The Gospel of the Lord.
Praise to you, O Christ.
Now let the words of my mouth and the meditations of our hearts be acceptable to you O Lord, our strength and Redeemer,
I wonder if the annunciation to Mary might function as a summary of the who Advent season for us; a “hindsight is 20/20” kind of experience.
Here we are. The last Sunday of Advent. Looking back on the last three Sundays, the last four weeks, what has this season actually meant? Why does it matter? It’s a legitimate question when the 4th Sun in Advent is also Christmas Eve. When the last four weeks have seemed like a blur of parties and Christmas paper and other wrappings. What difference has it made to wait, prepare, anticipate for four weeks? Maybe recognition of Advent’s meaning might occur in remembrance. And maybe this is an essential truth of how we make sense of what we have experienced. Since we can only interpret the full meaning or meanings of past experiences in the present moment.
Mary is our model, our example, our witness, our sister who voices for us a pattern of Christmas expectancy and Christmas response. She embodies our Christmas feelings, our Christmas questions, our Christmas ponderings, not only in response to the time leading up to Christmas but also in our post-Christmas reality.
How does she do this?
First, we need to remember that Mary doesn’t really do anything. She is favored. The angel Gabriel comes to her. She doesn’t seek this encounter out. God seeks her out. It’s important to ask, would we really, honestly, seek God out given the chance?
Or would we find ways of avoidance, running to our places where who we are will not be found out, throwing away our own need for or trust in God because God might decide that our loyalty is not worth the effort or a chance worth taking?

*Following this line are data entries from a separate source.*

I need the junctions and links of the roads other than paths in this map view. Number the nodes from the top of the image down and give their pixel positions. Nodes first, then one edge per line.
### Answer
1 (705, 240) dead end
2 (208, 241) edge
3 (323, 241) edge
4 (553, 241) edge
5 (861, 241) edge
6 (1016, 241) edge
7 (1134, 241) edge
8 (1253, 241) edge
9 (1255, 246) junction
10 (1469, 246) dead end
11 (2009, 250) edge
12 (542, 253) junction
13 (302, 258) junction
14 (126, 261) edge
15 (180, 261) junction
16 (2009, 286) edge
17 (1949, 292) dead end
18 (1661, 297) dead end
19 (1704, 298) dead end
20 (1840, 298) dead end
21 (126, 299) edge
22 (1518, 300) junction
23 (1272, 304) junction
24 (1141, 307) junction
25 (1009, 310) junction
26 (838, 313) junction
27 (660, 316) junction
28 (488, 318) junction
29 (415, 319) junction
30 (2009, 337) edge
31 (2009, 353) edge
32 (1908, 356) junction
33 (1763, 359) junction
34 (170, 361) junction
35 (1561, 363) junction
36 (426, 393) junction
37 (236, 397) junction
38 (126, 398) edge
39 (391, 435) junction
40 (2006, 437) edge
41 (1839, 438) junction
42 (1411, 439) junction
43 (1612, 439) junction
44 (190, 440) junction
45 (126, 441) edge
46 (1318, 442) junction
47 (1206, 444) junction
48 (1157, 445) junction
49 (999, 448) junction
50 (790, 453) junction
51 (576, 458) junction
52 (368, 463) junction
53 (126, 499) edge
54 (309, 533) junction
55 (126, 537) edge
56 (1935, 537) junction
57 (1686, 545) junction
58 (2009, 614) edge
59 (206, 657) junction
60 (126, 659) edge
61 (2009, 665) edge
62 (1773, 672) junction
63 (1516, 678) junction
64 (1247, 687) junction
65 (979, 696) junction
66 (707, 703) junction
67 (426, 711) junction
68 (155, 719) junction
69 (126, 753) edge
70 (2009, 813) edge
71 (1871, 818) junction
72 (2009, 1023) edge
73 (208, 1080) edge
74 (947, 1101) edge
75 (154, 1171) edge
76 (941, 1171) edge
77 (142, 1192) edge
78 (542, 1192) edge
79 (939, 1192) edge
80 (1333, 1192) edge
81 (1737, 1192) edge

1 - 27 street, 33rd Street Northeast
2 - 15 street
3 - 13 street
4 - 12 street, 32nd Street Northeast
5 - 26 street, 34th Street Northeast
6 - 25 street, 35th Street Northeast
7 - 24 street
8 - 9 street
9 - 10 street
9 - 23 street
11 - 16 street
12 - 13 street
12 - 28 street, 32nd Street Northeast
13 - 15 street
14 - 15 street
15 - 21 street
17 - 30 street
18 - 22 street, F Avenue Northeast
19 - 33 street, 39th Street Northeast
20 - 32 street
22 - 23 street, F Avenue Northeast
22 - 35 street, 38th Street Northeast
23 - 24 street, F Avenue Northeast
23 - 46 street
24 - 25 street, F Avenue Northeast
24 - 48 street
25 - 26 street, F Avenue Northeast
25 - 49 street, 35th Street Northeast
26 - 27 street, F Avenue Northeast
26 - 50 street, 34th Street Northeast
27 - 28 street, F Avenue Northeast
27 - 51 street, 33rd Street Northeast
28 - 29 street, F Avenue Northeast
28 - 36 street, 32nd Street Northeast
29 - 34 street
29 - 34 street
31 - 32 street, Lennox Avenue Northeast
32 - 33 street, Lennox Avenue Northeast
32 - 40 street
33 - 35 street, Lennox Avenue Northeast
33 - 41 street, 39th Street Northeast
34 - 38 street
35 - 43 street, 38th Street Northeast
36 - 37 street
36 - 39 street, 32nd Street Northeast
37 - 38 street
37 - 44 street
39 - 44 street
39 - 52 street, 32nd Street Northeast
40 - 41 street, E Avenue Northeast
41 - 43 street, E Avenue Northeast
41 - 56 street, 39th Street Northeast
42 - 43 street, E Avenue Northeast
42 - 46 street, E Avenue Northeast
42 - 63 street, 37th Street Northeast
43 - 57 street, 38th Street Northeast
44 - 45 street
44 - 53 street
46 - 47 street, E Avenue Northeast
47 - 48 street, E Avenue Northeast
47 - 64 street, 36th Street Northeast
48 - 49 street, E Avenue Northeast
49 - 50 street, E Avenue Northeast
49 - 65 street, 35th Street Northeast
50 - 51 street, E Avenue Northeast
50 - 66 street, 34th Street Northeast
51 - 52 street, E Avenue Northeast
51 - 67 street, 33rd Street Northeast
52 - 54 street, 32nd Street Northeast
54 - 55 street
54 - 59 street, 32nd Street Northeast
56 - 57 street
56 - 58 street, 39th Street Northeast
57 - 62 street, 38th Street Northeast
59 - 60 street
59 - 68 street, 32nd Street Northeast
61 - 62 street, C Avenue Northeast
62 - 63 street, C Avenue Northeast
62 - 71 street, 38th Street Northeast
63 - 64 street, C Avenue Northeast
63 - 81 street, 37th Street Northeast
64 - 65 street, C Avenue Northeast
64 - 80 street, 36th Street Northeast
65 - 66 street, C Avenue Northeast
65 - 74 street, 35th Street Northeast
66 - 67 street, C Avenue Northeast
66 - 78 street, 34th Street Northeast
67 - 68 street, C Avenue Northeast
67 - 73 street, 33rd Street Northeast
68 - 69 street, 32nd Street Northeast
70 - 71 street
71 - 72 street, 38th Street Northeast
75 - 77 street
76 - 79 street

Second, we learn that Mary is perplexed. No kidding. At the same time, the only thing Gabriel has said so far is “the Lord is with you.” There’s been no mention of pregnancy or a virgin birth. Rather, simply, the Lord is with you. Let’s be honest. Perplexity is exactly our response when the Lord shows up. Me? Why me? Why now? I think we underestimate the impact of what it means to know that God is actually around. Here, with us. Doesn’t God have better things to do? Bigger things to take care of? More major issues to maintain besides me? Perhaps some more perplexity would do us well.
Third, Mary asks, “how can this be?” To what extent is Mary’s question here the called-for response when it comes to the amazing things God does? Mary not only utters these words for the sake of herself but also for the sake of God. God, really? Is this really what you want to do? Are you sure? Being human? Subjecting yourself to the vulnerability of humanity? You may want to rethink this.
Finally, Mary makes a commitment. “Here am I.” Like the prophets of old, she commits herself to the God who chooses the unexpected. At the same time, she entrusts herself to a new self, to a willingness to imagine a future beyond her present, to embrace an identity of which she has little knowledge or understanding but to which she willing to commit.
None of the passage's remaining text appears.